Gregory speaks about her new book on Tuesday, September 15, at Nassau Presbyterian Church, in an event to benefit Princeton Public Library’s adult fiction collection.

After being widowed when her first husband is killed in battle, Elizabeth, originally of the House of Lancaster, seduces and marries King Edward IV of the House of York. The rivalries between these two families play out in the Wars of the Roses — civil wars with the throne of England as the prize. The intrigues and battles of the Wars of the Roses form the backdrop to Elizabeth’s story.

“The White Queen” follows Elizabeth through her triumphs as reigning queen interspersed with two periods where she has to retreat into sanctuary in fear of her life. After her husband, Edward, dies, her two sons are placed in the custody of his brother, Richard, who becomes King Richard III. He puts them in the Tower of London to keep them safe, but eventually they vanish, their fate unknown. Historians have developed various explanations of who might have been responsible for their disappearance, but none are conclusive.
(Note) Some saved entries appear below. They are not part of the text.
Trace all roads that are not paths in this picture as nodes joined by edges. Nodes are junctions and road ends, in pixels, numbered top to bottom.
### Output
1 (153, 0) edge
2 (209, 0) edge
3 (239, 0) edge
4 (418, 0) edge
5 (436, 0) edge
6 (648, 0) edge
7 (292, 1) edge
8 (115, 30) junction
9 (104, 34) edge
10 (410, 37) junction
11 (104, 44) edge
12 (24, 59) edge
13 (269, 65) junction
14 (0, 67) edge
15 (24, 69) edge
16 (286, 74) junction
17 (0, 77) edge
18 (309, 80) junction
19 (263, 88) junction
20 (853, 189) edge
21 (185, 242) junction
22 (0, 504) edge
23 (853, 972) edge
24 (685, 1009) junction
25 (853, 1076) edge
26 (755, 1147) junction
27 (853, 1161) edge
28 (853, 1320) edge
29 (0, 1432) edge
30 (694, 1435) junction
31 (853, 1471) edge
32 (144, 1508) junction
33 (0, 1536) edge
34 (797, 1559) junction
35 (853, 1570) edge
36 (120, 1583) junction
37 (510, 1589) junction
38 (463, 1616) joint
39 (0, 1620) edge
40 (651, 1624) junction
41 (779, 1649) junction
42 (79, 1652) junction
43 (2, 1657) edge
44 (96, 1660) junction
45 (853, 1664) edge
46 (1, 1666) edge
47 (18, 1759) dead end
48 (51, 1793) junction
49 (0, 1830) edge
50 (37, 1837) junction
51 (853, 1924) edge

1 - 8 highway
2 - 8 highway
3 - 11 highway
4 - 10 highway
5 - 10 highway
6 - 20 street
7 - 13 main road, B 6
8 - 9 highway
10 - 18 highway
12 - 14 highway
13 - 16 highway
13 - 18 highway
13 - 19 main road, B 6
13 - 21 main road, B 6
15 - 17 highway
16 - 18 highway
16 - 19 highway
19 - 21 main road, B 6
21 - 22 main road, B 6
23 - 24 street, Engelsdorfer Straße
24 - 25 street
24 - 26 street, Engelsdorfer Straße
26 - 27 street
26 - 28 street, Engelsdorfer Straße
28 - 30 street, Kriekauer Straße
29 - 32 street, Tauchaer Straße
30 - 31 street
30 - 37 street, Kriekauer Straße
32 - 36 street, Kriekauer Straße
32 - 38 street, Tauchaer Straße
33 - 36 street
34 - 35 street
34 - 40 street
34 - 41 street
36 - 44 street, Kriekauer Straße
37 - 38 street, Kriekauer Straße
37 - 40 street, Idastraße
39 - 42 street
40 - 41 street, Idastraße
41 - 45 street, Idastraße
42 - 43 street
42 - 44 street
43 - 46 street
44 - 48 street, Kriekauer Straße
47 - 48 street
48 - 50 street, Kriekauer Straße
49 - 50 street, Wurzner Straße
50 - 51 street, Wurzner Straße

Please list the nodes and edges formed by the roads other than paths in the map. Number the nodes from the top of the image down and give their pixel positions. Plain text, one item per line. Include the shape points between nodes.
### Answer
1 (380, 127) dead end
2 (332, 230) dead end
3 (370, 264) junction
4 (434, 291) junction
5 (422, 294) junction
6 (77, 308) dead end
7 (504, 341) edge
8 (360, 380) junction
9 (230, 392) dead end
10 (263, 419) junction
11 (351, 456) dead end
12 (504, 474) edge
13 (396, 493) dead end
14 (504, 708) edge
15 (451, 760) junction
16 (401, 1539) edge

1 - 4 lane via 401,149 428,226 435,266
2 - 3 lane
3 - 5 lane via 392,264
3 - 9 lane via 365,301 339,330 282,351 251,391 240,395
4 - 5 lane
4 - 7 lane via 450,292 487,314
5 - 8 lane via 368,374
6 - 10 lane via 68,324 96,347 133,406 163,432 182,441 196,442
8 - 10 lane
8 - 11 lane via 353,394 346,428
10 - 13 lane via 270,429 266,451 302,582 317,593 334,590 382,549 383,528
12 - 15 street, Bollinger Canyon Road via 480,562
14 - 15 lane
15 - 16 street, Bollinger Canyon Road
As a historian treating their disappearance, Gregory had to present history fairly and accurately yet maintain the perspective of her character Elizabeth, which is, by definition, narrow and personal. “I start with the historical facts and stay inside them,” says Gregory in a telephone interview from England. “If I was writing history, I would fill them in with historical speculation and explain the three versions that account for what we know. But since I’m writing through Elizabeth Woodville’s eyes, these are things she has to know. I state what I think is the most likely event as fact and then try to adjust.”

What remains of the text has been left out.